Collected data entries
-----

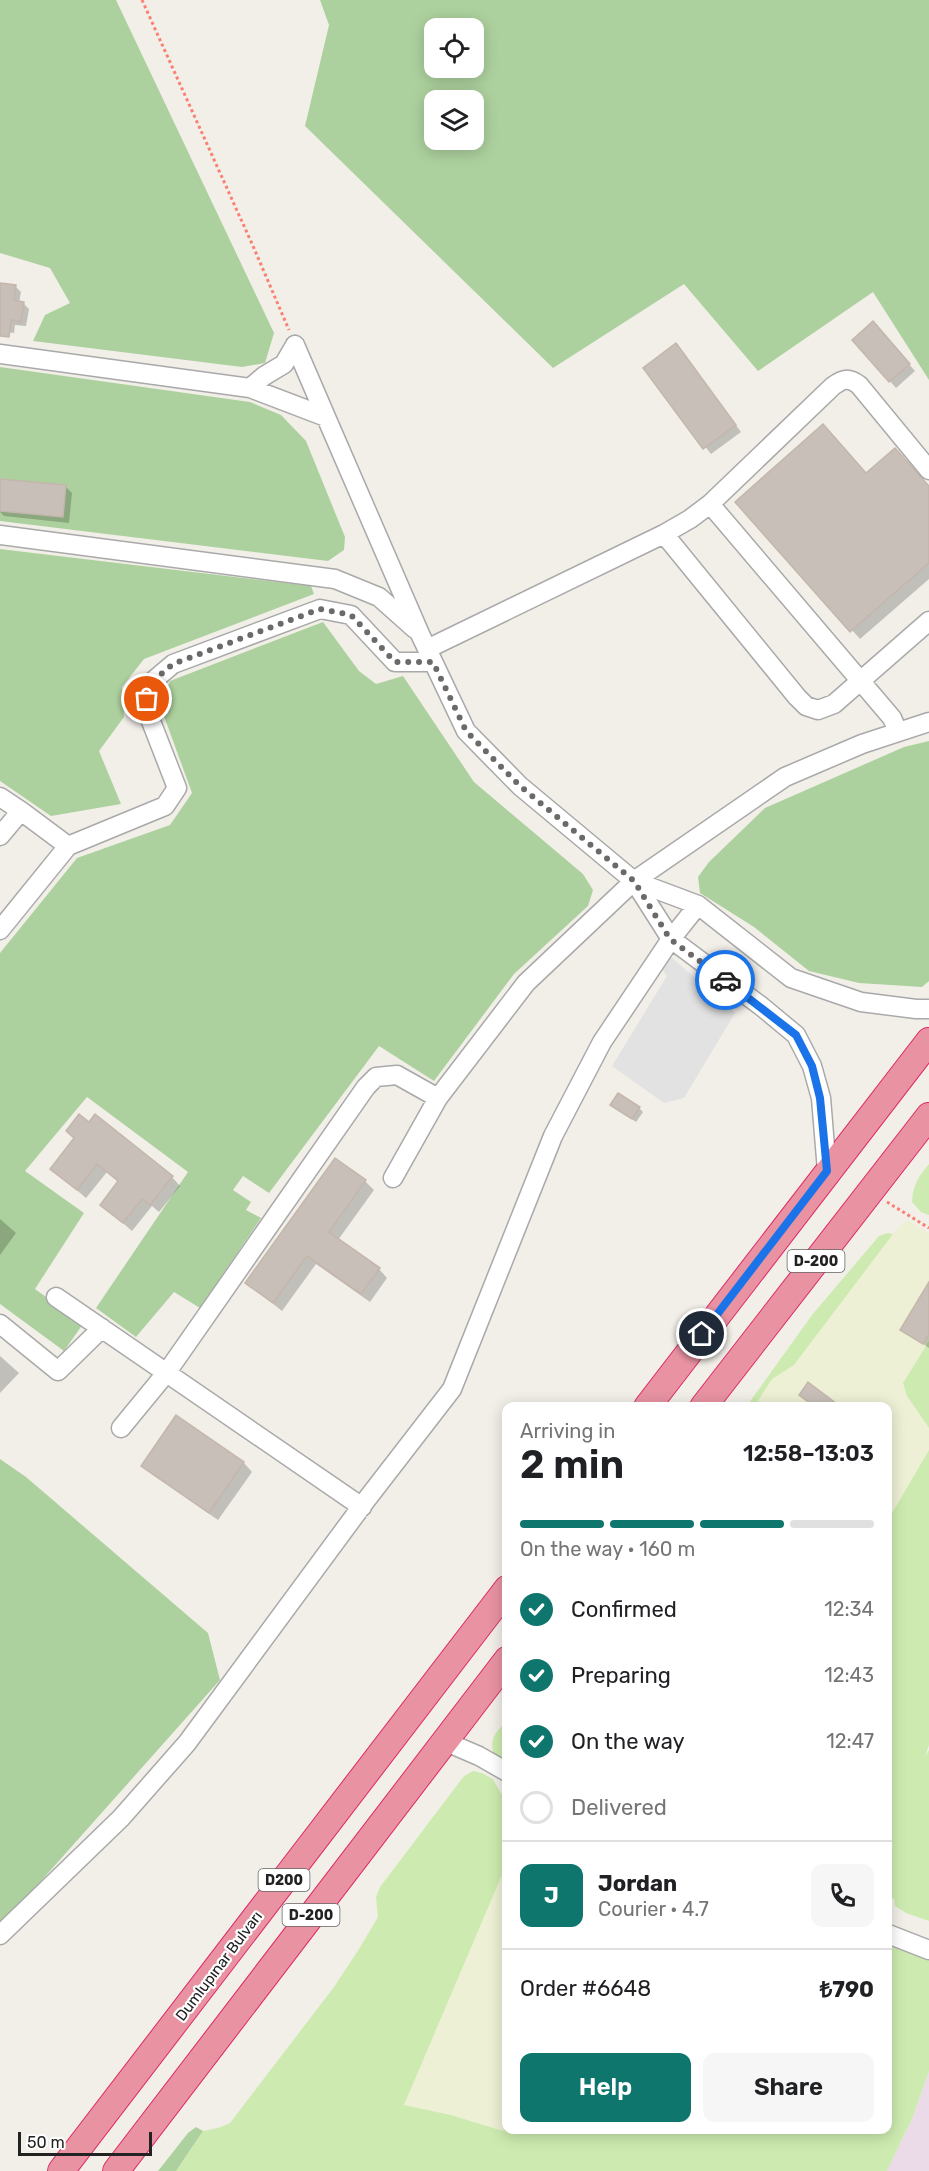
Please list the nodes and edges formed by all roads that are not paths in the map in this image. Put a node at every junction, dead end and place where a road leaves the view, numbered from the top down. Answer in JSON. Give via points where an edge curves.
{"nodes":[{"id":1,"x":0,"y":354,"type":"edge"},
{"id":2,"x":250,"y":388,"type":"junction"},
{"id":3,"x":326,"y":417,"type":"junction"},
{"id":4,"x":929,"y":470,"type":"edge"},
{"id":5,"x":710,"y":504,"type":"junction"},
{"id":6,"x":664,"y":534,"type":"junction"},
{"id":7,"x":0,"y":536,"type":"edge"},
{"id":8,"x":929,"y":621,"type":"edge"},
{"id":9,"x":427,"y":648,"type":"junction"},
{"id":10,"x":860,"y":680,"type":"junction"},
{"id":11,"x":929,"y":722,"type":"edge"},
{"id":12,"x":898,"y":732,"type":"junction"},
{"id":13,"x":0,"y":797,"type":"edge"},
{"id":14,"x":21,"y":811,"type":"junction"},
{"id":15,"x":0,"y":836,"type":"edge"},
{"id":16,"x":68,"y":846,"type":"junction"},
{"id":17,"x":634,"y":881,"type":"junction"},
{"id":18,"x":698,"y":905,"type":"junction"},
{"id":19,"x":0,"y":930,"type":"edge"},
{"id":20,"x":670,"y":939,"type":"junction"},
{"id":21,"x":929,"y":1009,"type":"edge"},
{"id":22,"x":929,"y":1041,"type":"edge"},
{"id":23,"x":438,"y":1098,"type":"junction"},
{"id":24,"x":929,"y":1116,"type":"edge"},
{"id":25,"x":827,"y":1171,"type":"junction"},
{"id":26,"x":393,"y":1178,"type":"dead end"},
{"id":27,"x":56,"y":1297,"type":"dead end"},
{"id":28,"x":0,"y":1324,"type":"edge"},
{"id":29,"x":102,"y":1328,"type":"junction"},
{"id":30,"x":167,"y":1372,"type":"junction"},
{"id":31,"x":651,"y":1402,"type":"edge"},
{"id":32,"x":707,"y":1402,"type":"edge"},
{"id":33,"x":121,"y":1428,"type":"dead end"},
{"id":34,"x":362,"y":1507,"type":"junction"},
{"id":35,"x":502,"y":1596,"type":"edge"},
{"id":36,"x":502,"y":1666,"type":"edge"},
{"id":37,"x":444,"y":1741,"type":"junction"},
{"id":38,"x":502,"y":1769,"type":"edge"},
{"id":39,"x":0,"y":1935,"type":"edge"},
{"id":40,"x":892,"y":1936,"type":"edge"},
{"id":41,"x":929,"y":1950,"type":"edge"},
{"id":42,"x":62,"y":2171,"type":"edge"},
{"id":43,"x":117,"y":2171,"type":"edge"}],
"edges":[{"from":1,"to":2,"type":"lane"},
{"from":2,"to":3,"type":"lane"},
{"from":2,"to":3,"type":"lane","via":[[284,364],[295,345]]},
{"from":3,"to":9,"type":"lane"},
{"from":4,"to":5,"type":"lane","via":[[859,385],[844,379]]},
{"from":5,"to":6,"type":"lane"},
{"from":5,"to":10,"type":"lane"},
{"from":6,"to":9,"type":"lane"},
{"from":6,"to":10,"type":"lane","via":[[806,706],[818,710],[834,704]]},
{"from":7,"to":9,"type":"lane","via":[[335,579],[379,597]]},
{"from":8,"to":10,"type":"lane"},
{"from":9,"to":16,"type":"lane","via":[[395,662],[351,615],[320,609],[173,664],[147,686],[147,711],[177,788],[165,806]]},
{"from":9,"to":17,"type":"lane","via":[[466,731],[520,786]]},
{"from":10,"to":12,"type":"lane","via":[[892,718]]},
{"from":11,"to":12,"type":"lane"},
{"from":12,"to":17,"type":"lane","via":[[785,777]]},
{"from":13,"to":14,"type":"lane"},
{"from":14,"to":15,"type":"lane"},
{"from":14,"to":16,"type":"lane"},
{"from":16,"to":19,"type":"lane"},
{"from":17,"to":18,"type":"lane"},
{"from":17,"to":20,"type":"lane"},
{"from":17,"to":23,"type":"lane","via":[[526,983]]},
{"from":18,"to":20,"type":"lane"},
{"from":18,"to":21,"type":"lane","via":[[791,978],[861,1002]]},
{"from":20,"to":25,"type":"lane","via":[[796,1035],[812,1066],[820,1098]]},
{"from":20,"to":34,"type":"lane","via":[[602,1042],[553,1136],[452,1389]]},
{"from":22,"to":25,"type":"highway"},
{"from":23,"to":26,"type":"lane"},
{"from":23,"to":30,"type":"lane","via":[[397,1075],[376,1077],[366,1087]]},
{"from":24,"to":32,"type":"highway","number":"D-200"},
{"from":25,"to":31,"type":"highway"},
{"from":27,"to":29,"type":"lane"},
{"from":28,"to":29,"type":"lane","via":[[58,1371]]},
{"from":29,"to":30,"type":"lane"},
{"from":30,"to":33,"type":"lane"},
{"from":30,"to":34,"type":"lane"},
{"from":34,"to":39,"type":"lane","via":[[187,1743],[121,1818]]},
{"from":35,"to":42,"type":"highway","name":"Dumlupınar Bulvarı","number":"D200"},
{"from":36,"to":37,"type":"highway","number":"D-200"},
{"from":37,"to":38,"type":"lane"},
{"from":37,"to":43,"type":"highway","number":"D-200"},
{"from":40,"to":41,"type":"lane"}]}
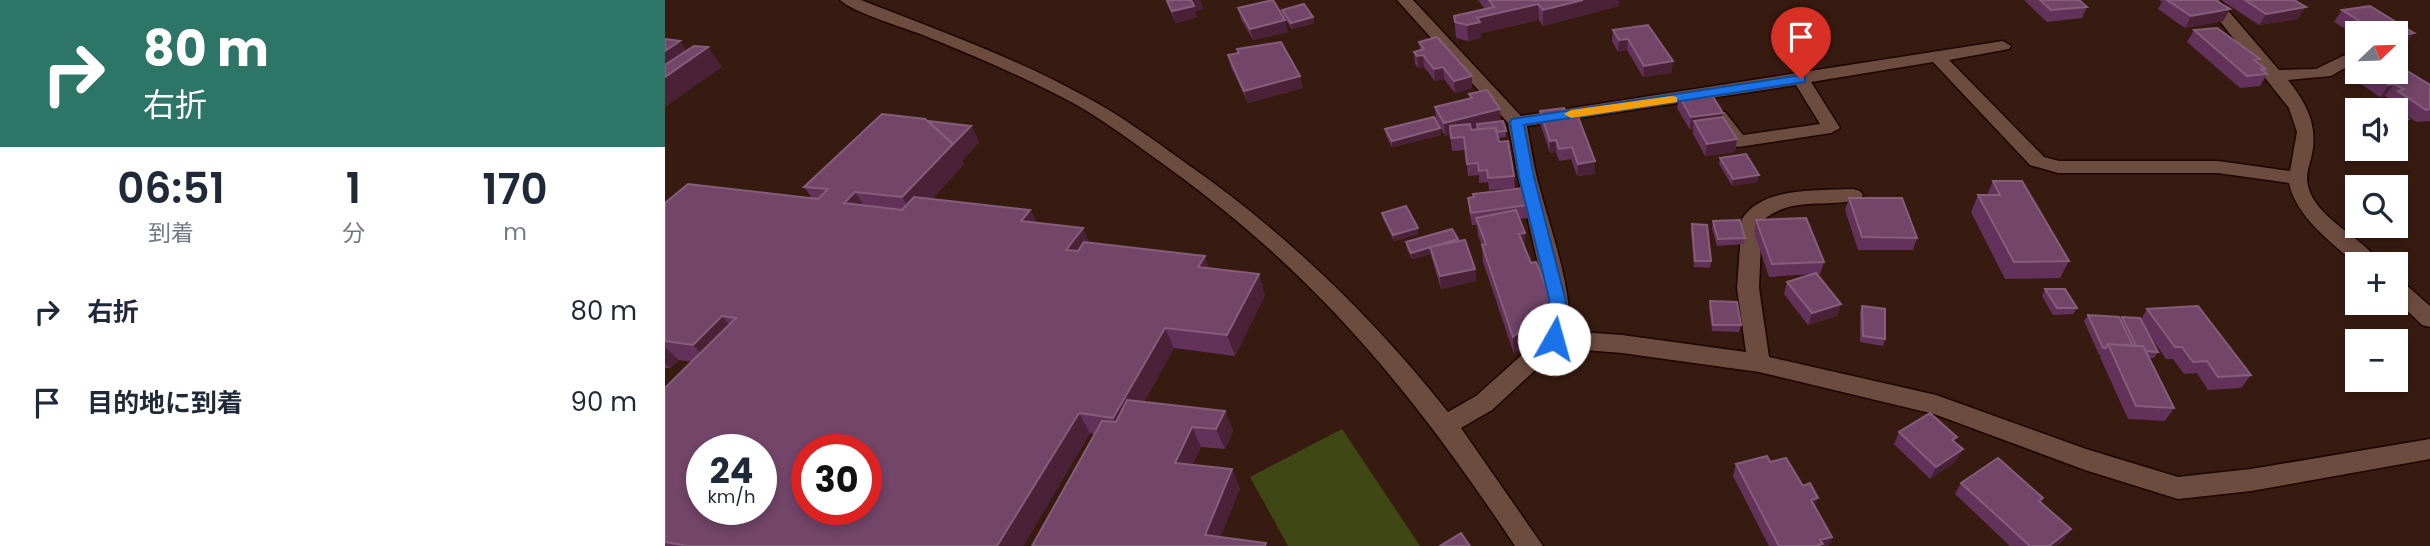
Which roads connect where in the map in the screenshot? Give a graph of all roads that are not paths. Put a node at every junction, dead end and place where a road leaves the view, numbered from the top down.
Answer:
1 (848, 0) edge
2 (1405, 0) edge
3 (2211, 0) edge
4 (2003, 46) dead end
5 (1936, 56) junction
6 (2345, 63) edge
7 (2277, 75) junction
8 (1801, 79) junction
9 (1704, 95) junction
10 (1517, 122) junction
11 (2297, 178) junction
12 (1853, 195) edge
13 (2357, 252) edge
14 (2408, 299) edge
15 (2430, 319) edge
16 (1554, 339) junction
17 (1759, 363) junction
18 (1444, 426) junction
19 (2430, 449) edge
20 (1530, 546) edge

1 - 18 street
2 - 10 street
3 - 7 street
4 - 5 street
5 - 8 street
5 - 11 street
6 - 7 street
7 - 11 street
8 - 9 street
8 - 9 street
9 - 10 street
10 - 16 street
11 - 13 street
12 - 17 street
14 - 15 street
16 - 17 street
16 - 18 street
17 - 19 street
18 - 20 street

-----

§ **WORK TASK**
Report all lines in the records that include the string "view".

§ **ANSWER SECTION**
Please list the nodes and edges formed by all roads that are not paths in the map in this image. Put a node at every junction, dead end and place where a road leaves the view, numbered from the top down. Answer in JSON. Give via points where an edge curves.
Which roads connect where in the map in the screenshot? Give a graph of all roads that are not paths. Put a node at every junction, dead end and place where a road leaves the view, numbered from the top down.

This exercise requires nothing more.